Many in diplomatic circles believe that this quiet man may be the best hope for the United States to broker peace with insurgents in the Middle East.
In a significant moment, Assad told ABC News' Diane Sawyer that he was ready to talk to the United States, but that it must be in public -- and that because the situation was so dire, the time to talk was now.

So far, the administration has refused to engage in talks with Syria.

Below is the transcript of Sawyer's exclusive interview with Assad.

Watch "Good Morning America" Tuesday for more of Diane Sawyer's report from Syria.

Sawyer: Your excellency, thank you so much for letting us come.

Assad: You're most welcome Miss Sawyer here.

Sawyer: There are a chorus of voices in the United States saying that talking to Syria is the way to end the war in Iraq. Can you stop the violence in Iraq?

Assad: First of all, the problem in Iraq is political, and talking to Syria as a concept means talking to all the other parties inside Iraq and outside Iraq. We're not the only player. We're not the single player, but we are the main player in this issue, and our role is going to be through supporting the dialogue between the different parties inside Iraq with the support from the other parties like the Americans and the other neighboring countries and any other country in the world. So that's how we can stop the violence.

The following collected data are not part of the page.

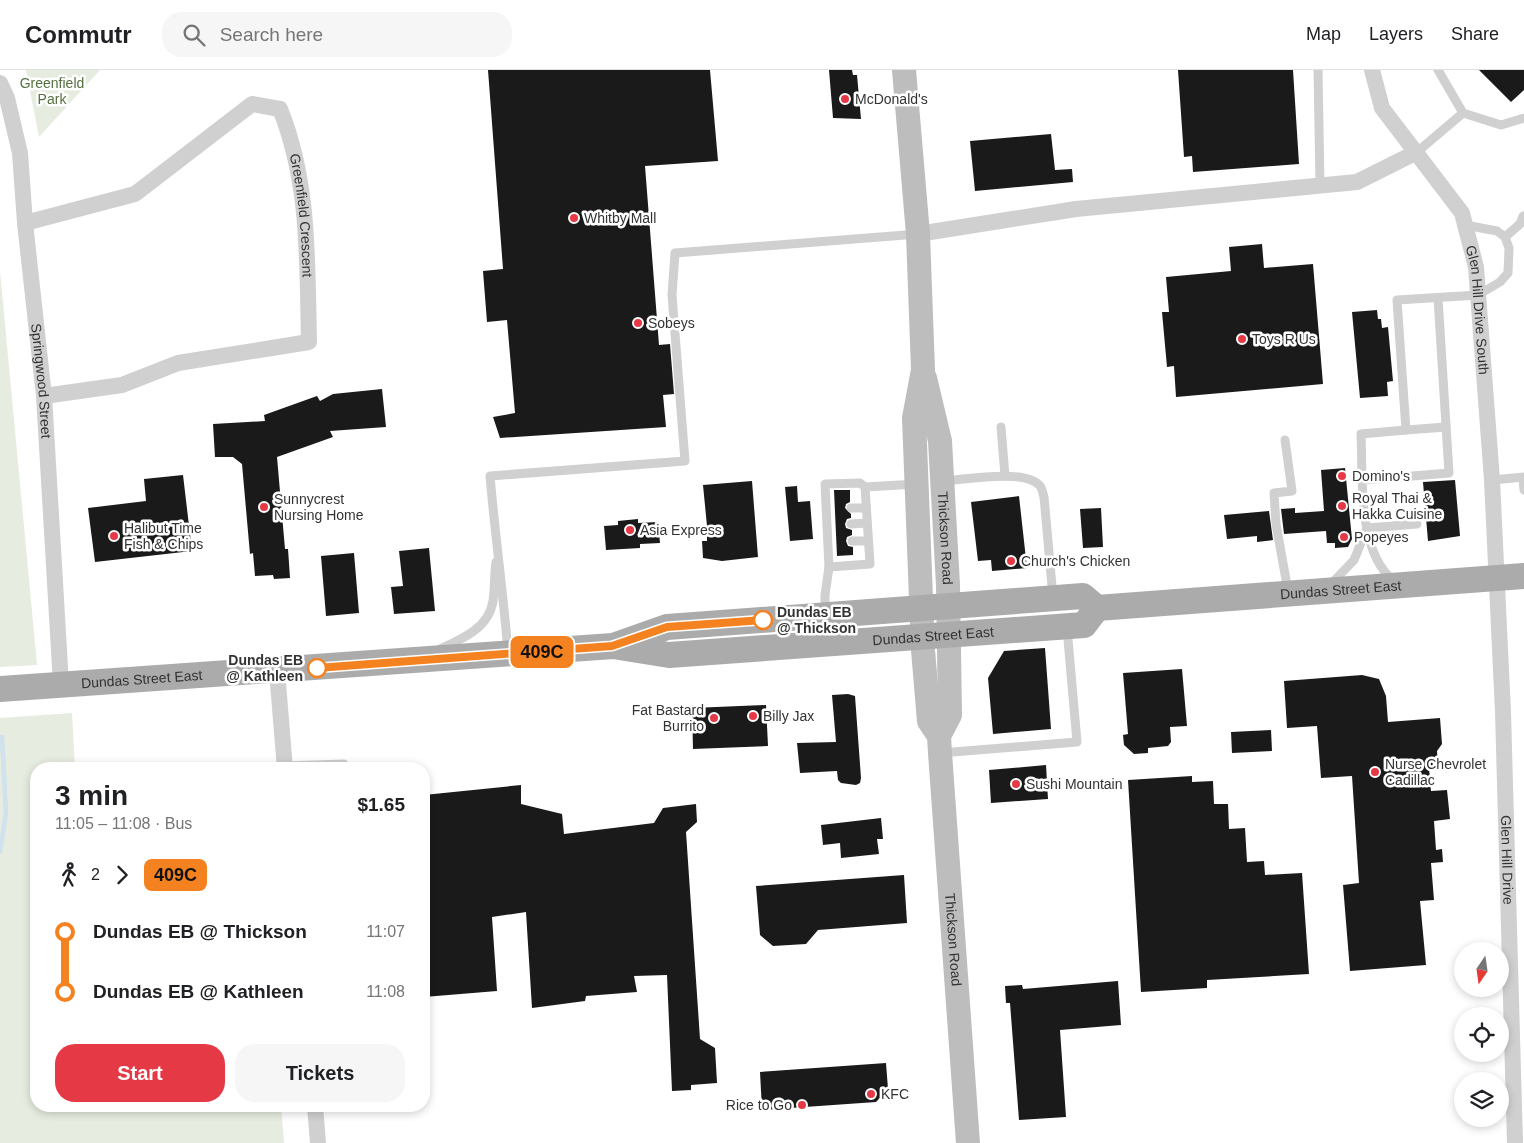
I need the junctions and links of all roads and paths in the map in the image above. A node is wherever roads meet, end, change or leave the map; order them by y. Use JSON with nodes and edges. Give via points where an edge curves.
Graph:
{"nodes":[{"id":1,"x":904,"y":70,"type":"edge"},
{"id":2,"x":1318,"y":70,"type":"edge"},
{"id":3,"x":1372,"y":70,"type":"edge"},
{"id":4,"x":1438,"y":70,"type":"edge"},
{"id":5,"x":0,"y":83,"type":"edge"},
{"id":6,"x":1463,"y":113,"type":"junction"},
{"id":7,"x":1524,"y":118,"type":"edge"},
{"id":8,"x":1417,"y":152,"type":"junction"},
{"id":9,"x":1320,"y":185,"type":"junction"},
{"id":10,"x":1524,"y":216,"type":"edge"},
{"id":11,"x":25,"y":223,"type":"junction"},
{"id":12,"x":1465,"y":225,"type":"junction"},
{"id":13,"x":918,"y":234,"type":"junction"},
{"id":14,"x":1505,"y":237,"type":"junction"},
{"id":15,"x":1478,"y":295,"type":"junction"},
{"id":16,"x":1438,"y":298,"type":"junction"},
{"id":17,"x":923,"y":370,"type":"junction"},
{"id":18,"x":44,"y":396,"type":"junction"},
{"id":19,"x":1002,"y":426,"type":"dead end"},
{"id":20,"x":1446,"y":427,"type":"junction"},
{"id":21,"x":1406,"y":430,"type":"junction"},
{"id":22,"x":1285,"y":440,"type":"dead end"},
{"id":23,"x":1005,"y":476,"type":"junction"},
{"id":24,"x":1523,"y":477,"type":"edge"},
{"id":25,"x":1364,"y":480,"type":"junction"},
{"id":26,"x":1492,"y":480,"type":"junction"},
{"id":27,"x":942,"y":481,"type":"junction"},
{"id":28,"x":917,"y":484,"type":"junction"},
{"id":29,"x":865,"y":487,"type":"junction"},
{"id":30,"x":1524,"y":490,"type":"edge"},
{"id":31,"x":851,"y":508,"type":"dead end"},
{"id":32,"x":866,"y":508,"type":"junction"},
{"id":33,"x":867,"y":523,"type":"junction"},
{"id":34,"x":851,"y":524,"type":"dead end"},
{"id":35,"x":1417,"y":524,"type":"dead end"},
{"id":36,"x":1367,"y":528,"type":"junction"},
{"id":37,"x":852,"y":541,"type":"dead end"},
{"id":38,"x":868,"y":541,"type":"junction"},
{"id":39,"x":497,"y":557,"type":"junction"},
{"id":40,"x":829,"y":566,"type":"junction"},
{"id":41,"x":1524,"y":576,"type":"edge"},
{"id":42,"x":1497,"y":578,"type":"junction"},
{"id":43,"x":1404,"y":585,"type":"junction"},
{"id":44,"x":1316,"y":592,"type":"junction"},
{"id":45,"x":1288,"y":594,"type":"junction"},
{"id":46,"x":1053,"y":599,"type":"junction"},
{"id":47,"x":948,"y":607,"type":"junction"},
{"id":48,"x":922,"y":608,"type":"junction"},
{"id":49,"x":1097,"y":608,"type":"junction"},
{"id":50,"x":825,"y":615,"type":"junction"},
{"id":51,"x":1067,"y":626,"type":"junction"},
{"id":52,"x":949,"y":634,"type":"junction"},
{"id":53,"x":923,"y":636,"type":"junction"},
{"id":54,"x":612,"y":646,"type":"junction"},
{"id":55,"x":508,"y":654,"type":"junction"},
{"id":56,"x":412,"y":661,"type":"junction"},
{"id":57,"x":277,"y":671,"type":"junction"},
{"id":58,"x":61,"y":684,"type":"junction"},
{"id":59,"x":0,"y":689,"type":"edge"},
{"id":60,"x":940,"y":744,"type":"junction"},
{"id":61,"x":284,"y":762,"type":"edge"},
{"id":62,"x":315,"y":1112,"type":"edge"},
{"id":63,"x":318,"y":1143,"type":"edge"},
{"id":64,"x":968,"y":1143,"type":"edge"},
{"id":65,"x":1515,"y":1143,"type":"edge"}],
"edges":[{"from":1,"to":13,"type":"main road","name":"Thickson Road"},
{"from":2,"to":9,"type":"lane"},
{"from":3,"to":8,"type":"street","name":"Glen Hill Drive South","via":[[1382,108]]},
{"from":4,"to":6,"type":"lane"},
{"from":5,"to":11,"type":"street","name":"Springwood Street","via":[[7,98],[20,154]]},
{"from":6,"to":7,"type":"lane","via":[[1501,125]]},
{"from":6,"to":8,"type":"lane"},
{"from":8,"to":9,"type":"street","via":[[1358,182]]},
{"from":8,"to":12,"type":"street","name":"Glen Hill Drive South","via":[[1462,213]]},
{"from":9,"to":13,"type":"street","via":[[1076,209]]},
{"from":10,"to":14,"type":"lane"},
{"from":11,"to":18,"type":"street","name":"Springwood Street"},
{"from":11,"to":18,"type":"street","name":"Greenfield Crescent","via":[[135,194],[252,104],[280,109],[293,139],[305,213],[309,342],[178,363],[122,385]]},
{"from":12,"to":14,"type":"lane","via":[[1497,231]]},
{"from":12,"to":15,"type":"street","name":"Glen Hill Drive South","via":[[1476,266]]},
{"from":13,"to":17,"type":"main road","name":"Thickson Road"},
{"from":13,"to":39,"type":"lane","via":[[675,253],[672,295],[685,462],[490,476]]},
{"from":14,"to":15,"type":"lane","via":[[1509,248],[1508,273],[1500,282]]},
{"from":15,"to":16,"type":"lane"},
{"from":15,"to":26,"type":"street","name":"Glen Hill Drive South"},
{"from":16,"to":20,"type":"lane"},
{"from":16,"to":21,"type":"lane","via":[[1397,300]]},
{"from":17,"to":27,"type":"main road","name":"Thickson Road","via":[[940,441]]},
{"from":17,"to":28,"type":"main road","name":"Thickson Road","via":[[914,418]]},
{"from":18,"to":58,"type":"street","name":"Springwood Street"},
{"from":19,"to":23,"type":"lane"},
{"from":20,"to":21,"type":"lane"},
{"from":20,"to":25,"type":"lane","via":[[1449,474]]},
{"from":21,"to":25,"type":"lane","via":[[1361,434]]},
{"from":22,"to":45,"type":"lane","via":[[1292,491],[1274,493]]},
{"from":23,"to":27,"type":"lane"},
{"from":23,"to":46,"type":"lane","via":[[1028,478],[1040,485]]},
{"from":24,"to":26,"type":"lane"},
{"from":24,"to":30,"type":"lane"},
{"from":25,"to":36,"type":"lane"},
{"from":26,"to":42,"type":"street","name":"Glen Hill Drive South"},
{"from":27,"to":47,"type":"main road","name":"Thickson Road"},
{"from":28,"to":29,"type":"lane"},
{"from":28,"to":48,"type":"main road","name":"Thickson Road"},
{"from":29,"to":32,"type":"lane"},
{"from":29,"to":40,"type":"lane","via":[[860,482],[826,484],[832,524]]},
{"from":31,"to":32,"type":"lane"},
{"from":32,"to":33,"type":"lane"},
{"from":33,"to":34,"type":"lane"},
{"from":33,"to":38,"type":"lane"},
{"from":35,"to":36,"type":"lane"},
{"from":36,"to":43,"type":"lane","via":[[1379,566]]},
{"from":36,"to":44,"type":"lane","via":[[1354,560],[1333,582]]},
{"from":37,"to":38,"type":"lane"},
{"from":38,"to":40,"type":"lane","via":[[870,564]]},
{"from":39,"to":55,"type":"lane","via":[[503,584]]},
{"from":39,"to":56,"type":"lane","via":[[492,584],[493,602],[486,620],[454,642]]},
{"from":40,"to":50,"type":"lane"},
{"from":41,"to":42,"type":"main road","name":"Dundas Street East"},
{"from":42,"to":43,"type":"main road","name":"Dundas Street East"},
{"from":42,"to":65,"type":"street","name":"Glen Hill Drive"},
{"from":43,"to":44,"type":"main road","name":"Dundas Street East"},
{"from":44,"to":45,"type":"main road","name":"Dundas Street East"},
{"from":45,"to":49,"type":"main road","name":"Dundas Street East"},
{"from":46,"to":47,"type":"main road","name":"Dundas Street East"},
{"from":46,"to":49,"type":"main road","name":"Dundas Street East","via":[[1083,596]]},
{"from":47,"to":48,"type":"main road","name":"Dundas Street East"},
{"from":47,"to":52,"type":"main road","name":"Thickson Road"},
{"from":48,"to":50,"type":"main road","name":"Dundas Street East"},
{"from":48,"to":53,"type":"main road","name":"Thickson Road"},
{"from":49,"to":51,"type":"main road","name":"Dundas Street East","via":[[1084,625]]},
{"from":50,"to":54,"type":"main road","name":"Dundas Street East","via":[[667,627]]},
{"from":51,"to":52,"type":"main road","name":"Dundas Street East"},
{"from":51,"to":60,"type":"lane","via":[[1077,742]]},
{"from":52,"to":53,"type":"main road","name":"Dundas Street East"},
{"from":52,"to":60,"type":"main road","name":"Thickson Road","via":[[950,715]]},
{"from":53,"to":54,"type":"main road","name":"Dundas Street East","via":[[669,655]]},
{"from":53,"to":60,"type":"main road","name":"Thickson Road","via":[[929,721]]},
{"from":54,"to":55,"type":"main road","name":"Dundas Street East"},
{"from":55,"to":56,"type":"main road","name":"Dundas Street East"},
{"from":56,"to":57,"type":"main road","name":"Dundas Street East"},
{"from":57,"to":58,"type":"main road","name":"Dundas Street East"},
{"from":57,"to":61,"type":"street"},
{"from":58,"to":59,"type":"main road","name":"Dundas Street East"},
{"from":60,"to":64,"type":"main road","name":"Thickson Road"},
{"from":62,"to":63,"type":"street"}]}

Sawyer: Are you waiting to hear from the Americans? Why not begin it now?

Assad: We are hearing, but we don't expect that much. We don't expect that they're going to. After nearly four years of occupation they haven't learned their lesson, they haven't stopped the dialogue. I think it's too late for them to move toward that.

Sawyer: Too late?

Assad: That does not mean we cannot turn the tide, but it's too late because Iraq is heading toward the chaos for civil war. So maybe this is the last chance that we have now to start helping Iraq.


'What's the Benefit of Democracy When You're Dead?'
Sawyer: The Americans, of course, would say that they are not the occupying force, that they are in fact a force trying to regain security so that American forces can go home.

Assad: Militarily, yes. But politically, no, because they are responsible for the political situation and they haven't embarked any policy inside Iraq here. They only talk about sending more troops or less troops. They only talk about troops and power, not about political process.

Sawyer: Because Americans would say they voted, they now have the beginning of democracy there.

Assad: What's the benefit of democracy if you're dead? Now after the war, more than 700,000 Iraqis were killed. So is it democracy for killing or for having better standard of life? For starvation? For insecurity? For all this? So democracy is a tool to have a better life.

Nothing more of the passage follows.